Creating opportunities for interaction and relationship-building between law enforcement officers and citizens, as Hope for Prisoners has, builds trust and transparency that enables communities to flourish to their fullest potential. 

Why “Dwight’s” arresting officer took leave to care for Dwight’s family

Jon Ponder has seen thousands of lives changed in the 11 years he has led Hope for Prisoners, but one story in particular, Dwight’s, shows why partnership with law enforcement is so crucial to successful reentry. (“Dwight” is a pseudonym to protect the identity of this Hope for Prisoners graduate.)

Jon met Dwight while they were both incarcerated. Before Dwight was released, Jon invited him to attend some Hope for Prisoners sessions to see if he was interested in becoming a client. During one group, Dwight crossed paths with his arresting officer from 17 years earlier, and the anger he felt that whole time came to the surface. He walked out.

Through working with Jon, Dwight was able to let go of his anger towards the officer that he had held onto for over a decade. 

“He stood in the middle of the floor in front of everybody and says ‘Hey, Officer Thacker. It’s me, Dwight.’ And they met in the middle of the floor and for whatever reason, Dwight dropped his head, came into the middle of the room and began to embrace Thacker, crying. His [Thacker’s] bulletproof vest was up against Dwight’s chest, his [Dwight’s] arm resting on the officer’s gun. What a beautiful story of redemption,” Jon said. 

Dwight got married before he was released from prison and on his graduation day from Hope for Prisoners, he was offered a great job. But a few weeks later, his wife became ill and was in the ICU. Since Dwight was on parole, he couldn’t leave his job. Hearing about the situation, Officer Thacker, who was his mentor, took an indefinite leave of absence.  

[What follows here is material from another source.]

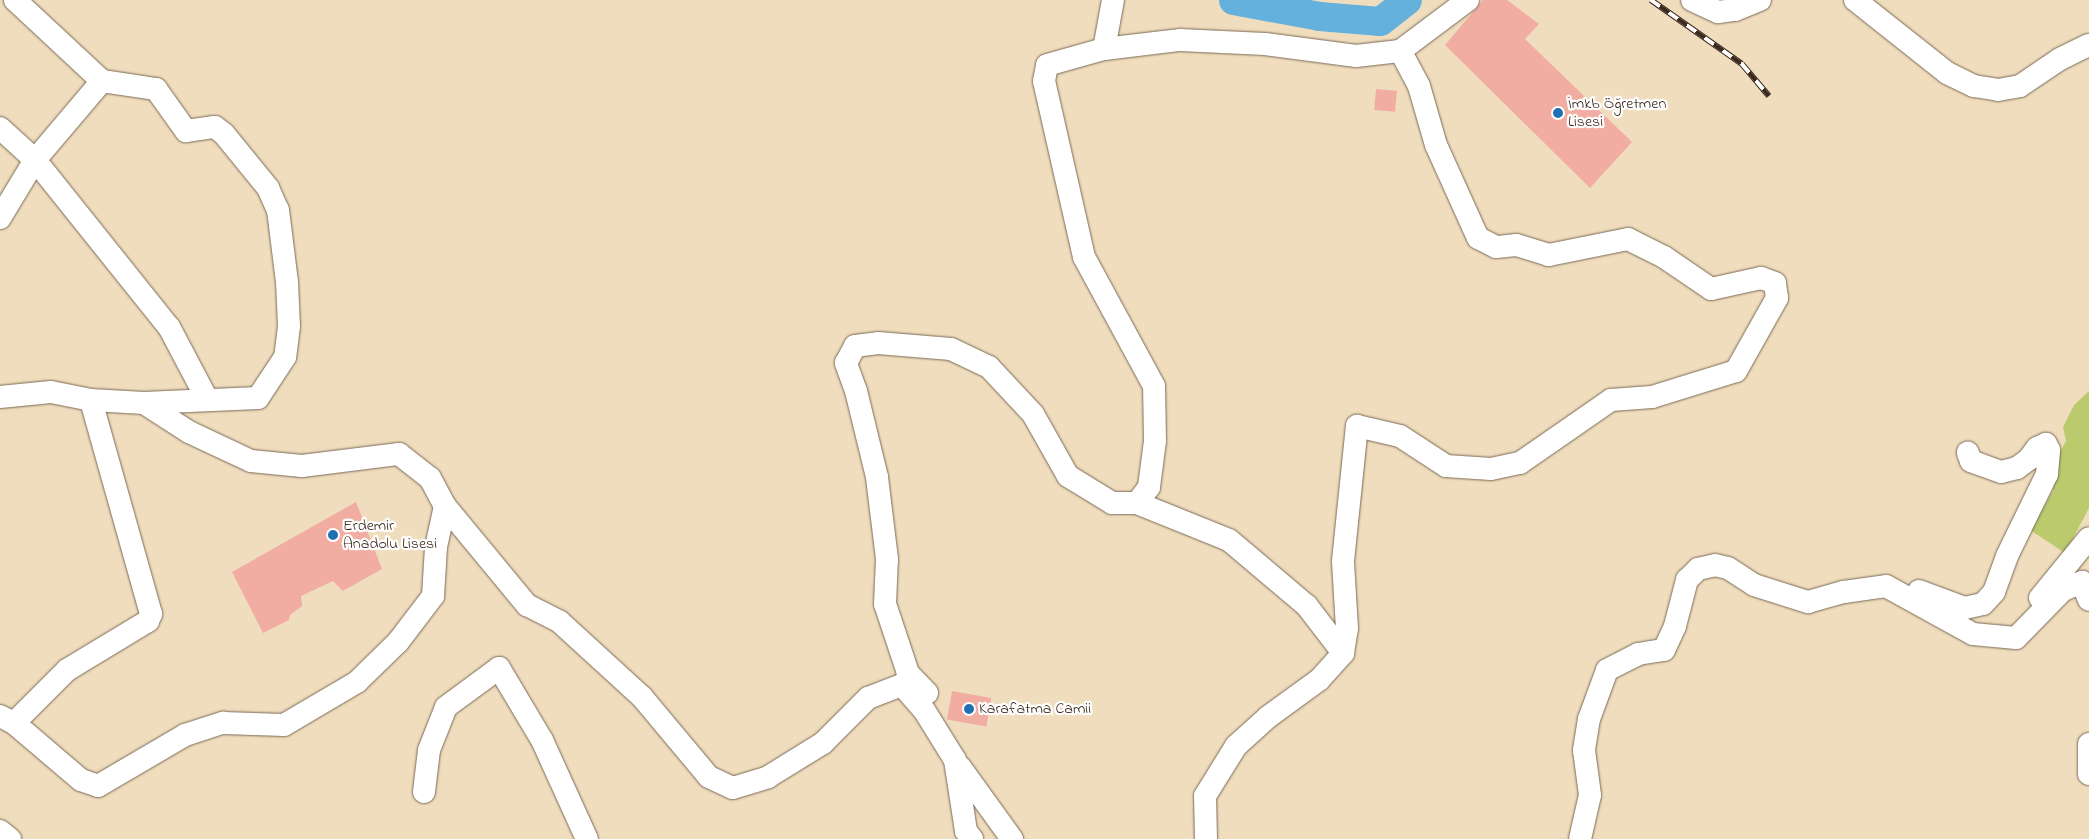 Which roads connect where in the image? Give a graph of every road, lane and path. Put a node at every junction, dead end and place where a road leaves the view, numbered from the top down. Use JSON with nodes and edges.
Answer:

“He went down to the hospital and sat outside Dwight’s wife’s hospital door. And as the doctors were giving reports on the condition of his wife, he was sending text messages to Dwight out in the field. And he did that for six and a half weeks.” Jon said. “This was a police officer who did this for a formerly incarcerated person who he arrested and helped send to prison all those years ago. But now, they’re best friends.” 

Dwight’s story shows not only the power of redemption and relationship, but the importance of community for individual success. Hope for Prisoners transformational model of unprecedented partnerships creates that support system for all their clients which is why they have been so successful in guiding nearly 4,700 to successfully reenter their communities.